The king’s Bench works like this- You first get a temporary docket to make application. Mine was 335 MT 2018. That is the application stage. The Pothonototary of the supreme court makes sure all the pleadings are in order and files a king’s bench to the court for allowance. It the court accepts the jurisdiction statement the case moves into the supreme court to go on the supreme court docket for reading and a new docket is assigned mine is 122 MM 2018.
At this stage I filed a a brief in the lower commonwealth court at docket 339 MD 2018 all that paper work work will be sent to the supreme court for them to read. They can accept that or ask for new briefs. The PASC will take over the case from the 339 MD 2018 commonwealth court and give a decision on ACT 10 and ACT 29 without going through years of appeals through the appeal court levels.
If I was paying a lawyer he would not want to do a king’s bench because he would be loosing money. Lawyers love to hide what they are doing. They want to take the longest route to force your to pay the money.
And besides most lawyer and in bed with the PAG and DA anyway.
I don’t trust lawyers. They don’t out right lie, but they don’t tell all the truth to us up front. We find out at the end and they want more money to go on to the next part of the case. If I had a lawyer doing a king’s Bench it would cost 5,000 for the Application. That would be docket 335 MT 2018
Then 10,000 for the PASC docket 122 MM 2018, 3,000 for oral argument before the PASC court.
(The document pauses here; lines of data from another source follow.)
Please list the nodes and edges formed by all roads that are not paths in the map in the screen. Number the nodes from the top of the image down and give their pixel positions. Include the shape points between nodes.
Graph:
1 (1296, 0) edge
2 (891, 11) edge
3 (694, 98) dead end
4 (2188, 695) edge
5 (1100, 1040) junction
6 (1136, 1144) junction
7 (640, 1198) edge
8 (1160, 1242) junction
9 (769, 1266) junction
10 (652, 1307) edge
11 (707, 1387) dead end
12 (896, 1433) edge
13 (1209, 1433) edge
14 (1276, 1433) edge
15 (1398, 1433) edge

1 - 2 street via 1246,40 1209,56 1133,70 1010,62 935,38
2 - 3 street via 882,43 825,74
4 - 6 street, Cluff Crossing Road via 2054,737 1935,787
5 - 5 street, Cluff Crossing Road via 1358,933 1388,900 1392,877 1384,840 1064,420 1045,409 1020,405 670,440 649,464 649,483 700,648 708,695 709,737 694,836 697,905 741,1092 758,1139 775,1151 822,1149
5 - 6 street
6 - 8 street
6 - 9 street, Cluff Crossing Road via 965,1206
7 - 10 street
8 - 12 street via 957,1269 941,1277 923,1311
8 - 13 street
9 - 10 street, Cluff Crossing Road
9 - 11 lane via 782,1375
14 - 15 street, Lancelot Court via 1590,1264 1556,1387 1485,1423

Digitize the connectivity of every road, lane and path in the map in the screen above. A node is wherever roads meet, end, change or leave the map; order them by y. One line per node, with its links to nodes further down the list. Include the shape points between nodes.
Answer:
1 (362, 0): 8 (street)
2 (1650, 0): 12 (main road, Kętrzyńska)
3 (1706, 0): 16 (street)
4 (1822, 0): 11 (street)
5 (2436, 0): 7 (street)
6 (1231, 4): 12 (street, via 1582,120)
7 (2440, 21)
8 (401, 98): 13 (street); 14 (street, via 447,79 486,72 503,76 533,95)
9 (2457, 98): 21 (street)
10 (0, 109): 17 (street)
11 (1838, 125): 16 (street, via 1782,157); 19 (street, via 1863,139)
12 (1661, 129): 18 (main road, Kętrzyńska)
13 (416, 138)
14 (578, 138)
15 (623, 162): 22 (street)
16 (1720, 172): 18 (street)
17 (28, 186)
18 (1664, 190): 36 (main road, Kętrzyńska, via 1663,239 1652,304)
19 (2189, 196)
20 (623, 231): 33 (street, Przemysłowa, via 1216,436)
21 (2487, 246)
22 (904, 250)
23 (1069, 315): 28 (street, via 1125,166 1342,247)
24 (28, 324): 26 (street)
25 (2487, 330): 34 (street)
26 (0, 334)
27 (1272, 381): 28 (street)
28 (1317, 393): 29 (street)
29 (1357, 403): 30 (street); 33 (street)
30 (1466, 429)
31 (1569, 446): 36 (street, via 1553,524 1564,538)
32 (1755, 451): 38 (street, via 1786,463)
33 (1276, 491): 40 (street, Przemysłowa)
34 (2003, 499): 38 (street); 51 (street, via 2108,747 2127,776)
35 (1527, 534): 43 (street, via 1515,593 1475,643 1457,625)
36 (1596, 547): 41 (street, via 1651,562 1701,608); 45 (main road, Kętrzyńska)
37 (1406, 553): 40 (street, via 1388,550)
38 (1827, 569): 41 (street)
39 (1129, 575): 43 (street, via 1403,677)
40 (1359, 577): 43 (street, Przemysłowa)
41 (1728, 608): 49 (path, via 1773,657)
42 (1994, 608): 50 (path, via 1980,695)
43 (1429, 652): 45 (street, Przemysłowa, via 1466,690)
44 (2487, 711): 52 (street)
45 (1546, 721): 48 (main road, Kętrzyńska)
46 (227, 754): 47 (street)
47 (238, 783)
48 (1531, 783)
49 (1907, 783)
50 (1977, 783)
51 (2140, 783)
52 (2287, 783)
The PSP is going to Cert this case that is another 5,000 for the Cert to the SCOTUS. You add all that money up.
5,000 plus 10,000, plus 3,000 plus 5,000 equal what? 2 3, 0 0 0 dollars when you can pro se and go just paying the application court fees and postage and copies of the fillings. spending about $300 tops.
I use to think that the ACT 10 and ACT 29 issue was ex post facto and retroactive application but that is not so. It is the statutory construction of ACT 10 and ACT 29 that is the big problem. It would normally take a lawyer to figure that out, but I did it by seeing the wording between subchapter “H” and Subchapter “I” that subchapter “I” is an amendment of “H” and not a new law like SORNA 1 and SORNA 2 and SORNA 3
This is a normal construction flow of old law new law. With ACT 10 and ACT 29 this is not the case.
SORNA as a whole was never deemed unconstitutional by MUNIZ. only the retroactive part, making SORNA still the main sex offender law.
The Pa Assembly came up with the idea to amend SORNA and put back 17,000 Pre SORNA people with offense from the passed.
Only problem is – to get the AWA money back in 20 Dec 2012 all the former Megan’s Law provisions had to be expired. That is at 42 PA. C.S. 9799.41
When that was done SORNA became the whole law one law fix old and new offenses, and a 3 teir system classified every body in 1 2 or 3 but there were people who made a contract with the court is plea deal for 10 years, and they found themselves at 15 years and some lifetime.
This was crazy Muniz suited and won. Now it was not easy to put back the Megan’s Law provision expired 12-20-12 because no savings clause repeals were voted. The Pa Assembly thought SORNA would never meet a Muniz. They had no need for saving clause repeals on keeping old megan’s Laws in place. SORNA is a one law fits all.
When Muniz became final there was not old Megan’s Law for 17,000 offenders in Pa.
The Muniz – decision freed them they were old law people that the Pa. Assembly made go away.
Now in 2018 the Pa. Assemble wants to rewrite Megan’s Law 2 and put it in the law as ACT 10 and ACT 29 with no repeal rights to do so. The Pa. Assemble of 12-20-12 did not repeal Megan’s Law they expired it meaning killed it dead never to come back.
Now thy want it back. six years later. so they wrote it up and they know it is ex post facto, but they think that is ok public safety over rides the rights of a sex offender anyway, and they think we will take all punishment stuff off the ACT 10 and ACT 29 and make it different so sex offenders will not complain.
But But But it is written in title 1 of the statutory construction ACT says that expire law cannot come back to life like that.
in ACT 10 and ACT 29 it is written that a former Megan’s law is needed form April 1996 before December 2012. This is impossible.
All former Megan’s Laws were expired 12-20-12 and can never be made to fit the bill to assist ACT 10 and ACT 29.